The foregoing has shown and described the basic principles and main features of the present utility model and the advantages of the present utility model. It will be understood by those skilled in the art that the present utility model is not limited to the embodiments described above, and that the above embodiments and descriptions are merely illustrative of the principles of the present utility model, and various changes and modifications may be made without departing from the spirit and scope of the utility model, which is defined in the appended claims.

Claims (6)

1. A novel convex bracket for increasing heat conduction design structure, which comprises a bracket main body (1), and the bracket main body (1) is positioned on a servo motor (17), and is characterized in that: the novel bracket is characterized in that first positioning holes (4) are formed in four corners of the bracket main body (1), a positioning inner ring (2) and a positioning outer ring (5) are positioned in the bracket main body (1), a connecting frame (3) is positioned between the positioning inner ring (2) and the positioning outer ring (5), a bracket body (6) is positioned at the rear end of the bracket main body (1), an O-shaped ring (7) is positioned at the outer side of the bracket main body (1), and a spigot (8) is positioned at the outer side of the O-shaped ring (7).

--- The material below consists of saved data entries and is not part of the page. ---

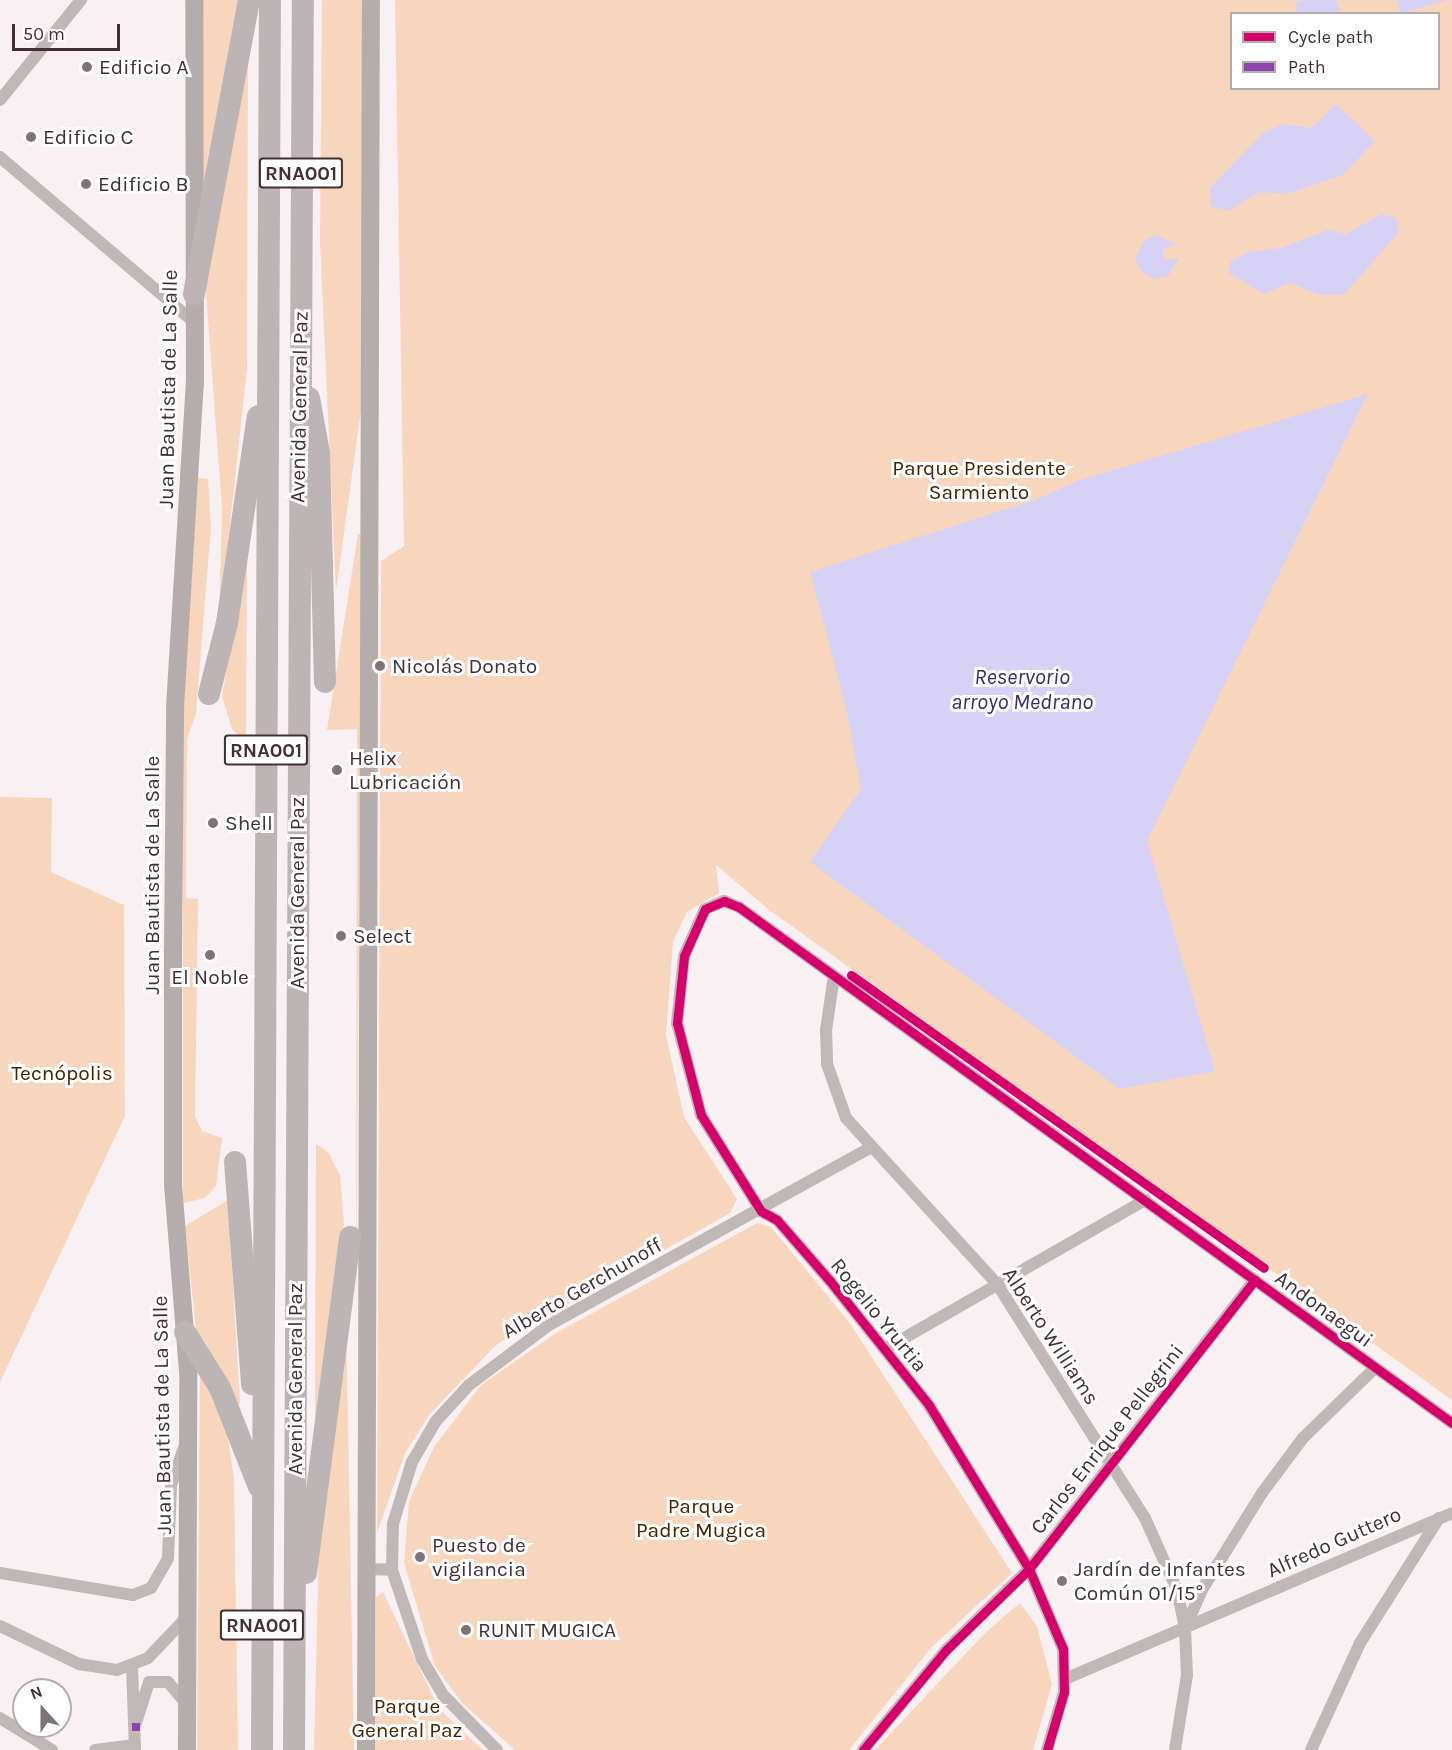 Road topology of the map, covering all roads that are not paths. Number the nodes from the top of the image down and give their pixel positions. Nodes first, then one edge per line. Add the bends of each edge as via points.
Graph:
1 (81, 0) edge
2 (194, 0) edge
3 (249, 0) edge
4 (270, 0) edge
5 (303, 0) edge
6 (371, 0) edge
7 (0, 100) edge
8 (0, 157) edge
9 (194, 294) junction
10 (195, 323) junction
11 (300, 346) junction
12 (268, 359) junction
13 (325, 682) dead end
14 (209, 694) dead end
15 (705, 909) joint
16 (834, 976) junction
17 (870, 1148) junction
18 (235, 1162) dead end
19 (1144, 1200) junction
20 (761, 1210) junction
21 (350, 1237) dead end
22 (1255, 1280) junction
23 (997, 1284) junction
24 (185, 1332) junction
25 (885, 1349) junction
26 (1374, 1368) junction
27 (1452, 1424) edge
28 (188, 1435) junction
29 (1111, 1465) junction
30 (264, 1499) junction
31 (1452, 1512) edge
32 (1440, 1517) junction
33 (368, 1569) junction
34 (1029, 1569) junction
35 (392, 1570) junction
36 (0, 1573) edge
37 (187, 1616) junction
38 (0, 1626) edge
39 (1185, 1628) junction
40 (295, 1648) junction
41 (132, 1667) junction
42 (1065, 1679) junction
43 (187, 1705) junction
44 (0, 1718) edge
45 (136, 1723) junction
46 (135, 1748) edge
47 (52, 1750) edge
48 (95, 1750) edge
49 (187, 1750) edge
50 (262, 1750) edge
51 (294, 1750) edge
52 (366, 1750) edge
53 (497, 1750) edge
54 (863, 1750) edge
55 (1047, 1750) edge
56 (1176, 1750) edge
57 (1311, 1750) edge

1 - 7 street
2 - 9 street, Juan Bautista de La Salle
3 - 9 highway
4 - 12 highway, Avenida General Paz / RNA001
5 - 11 highway, Avenida General Paz / RNA001
6 - 33 street
8 - 10 street
9 - 10 street, Juan Bautista de La Salle
10 - 24 street, Juan Bautista de La Salle via 175,718 173,1184
11 - 13 highway via 319,453
11 - 40 highway, Avenida General Paz / RNA001
12 - 14 highway via 227,624
12 - 30 highway, Avenida General Paz / RNA001
15 - 16 street, Andonaegui via 724,901 739,907
15 - 20 street, Rogelio Yrurtia via 684,956 677,1023 701,1114
16 - 17 street, Alberto Williams via 826,1030 829,1072 846,1118
16 - 19 street, Andonaegui
17 - 20 street, Alberto Gerchunoff
17 - 23 street, Alberto Williams
18 - 30 highway
19 - 22 street, Andonaegui
19 - 23 street
20 - 25 street, Rogelio Yrurtia via 777,1220
20 - 35 street, Alberto Gerchunoff via 549,1325 469,1385 436,1421 412,1462 393,1524
21 - 40 highway
22 - 26 street, Andonaegui
22 - 29 street, Carlos Enrique Pellegrini
23 - 25 street
23 - 29 street, Alberto Williams
24 - 28 street, Juan Bautista de La Salle
24 - 30 highway via 220,1388
25 - 34 street, Rogelio Yrurtia via 928,1406
26 - 27 street, Andonaegui
26 - 39 street via 1303,1438 1262,1493 1203,1588
28 - 36 street via 171,1485 168,1558 151,1588 133,1594
28 - 37 street, Juan Bautista de La Salle
29 - 34 street, Carlos Enrique Pellegrini
29 - 39 street, Alberto Williams via 1145,1518 1177,1590
30 - 50 highway, Avenida General Paz / RNA001
31 - 32 street, Alfredo Guttero
32 - 39 street, Alfredo Guttero
32 - 57 street via 1360,1643
33 - 35 street
33 - 52 street
34 - 42 street, Rogelio Yrurtia via 1063,1649
34 - 54 street, Carlos Enrique Pellegrini via 946,1650
35 - 53 street, Alberto Gerchunoff via 422,1659 442,1695
37 - 41 street via 167,1643
37 - 43 street, Juan Bautista de La Salle
38 - 41 street via 79,1664 117,1670
39 - 42 street, Alfredo Guttero
39 - 56 street, Alberto Williams via 1187,1676
40 - 51 highway, Avenida General Paz / RNA001
41 - 45 street
42 - 55 street, Rogelio Yrurtia
43 - 45 street via 168,1682 149,1682
43 - 49 street, Juan Bautista de La Salle
44 - 47 street
45 - 46 street
46 - 48 street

2. A new convex bracket for adding a thermally conductive design as set forth in claim 1 wherein: the novel telescopic bracket comprises a bracket body (1), wherein telescopic brackets (10) are positioned inside four corners of the bracket body (1), positioning edges (14) are integrally positioned at the end parts of the telescopic brackets (10), telescopic structures (15) are arranged on the telescopic brackets (10), second positioning holes (13) are formed in the outer surfaces of the end parts of the bracket body (1), a positioner (9) is positioned at the other end of the telescopic brackets (10), protective pads (11) are positioned on the surface of the positioner (9), positioning brackets (12) are positioned outside the positioner (9), and radiating ribs (16) are integrally positioned on the surface of the bracket body (1).

3. A new convex bracket for adding a thermally conductive design as set forth in claim 1 wherein: the bracket is characterized in that the bracket body (1) is installed through the position of the first positioning hole (4), the bracket body (1) is integrally positioned with the positioning inner ring (2) and the positioning outer ring (5), and the positioning inner ring (2) and the positioning outer ring (5) are fixed through the connecting frame (3).

4. A new convex bracket for adding a thermally conductive design as set forth in claim 1 wherein: the novel bracket is characterized in that the bracket body (1) and the bracket body (6) are integrally fixed, the bracket body (1), the O-shaped ring (7) and the spigot (8) are integrally formed, the height of the O-shaped ring (7) and the height of the spigot (8) are 9mm, and the groove width of the O-shaped ring (7) is 2.5mm.

5. A new male bracket for adding a thermally conductive design as set forth in claim 2 wherein: the telescopic frame (10) and the positioning edge (14) are integrally positioned, and the telescopic frame (10) is positioned at four corners of the bracket main body (1) through the second positioning holes (13), the first positioning holes (4).

6. A new male bracket for adding a thermally conductive design as set forth in claim 2 wherein: the telescopic bracket (10) is fixed with the locator (9), the locator (9) is attached to the protection pad (11) for positioning, and the locator (9) is fixed with the positioning bracket (12).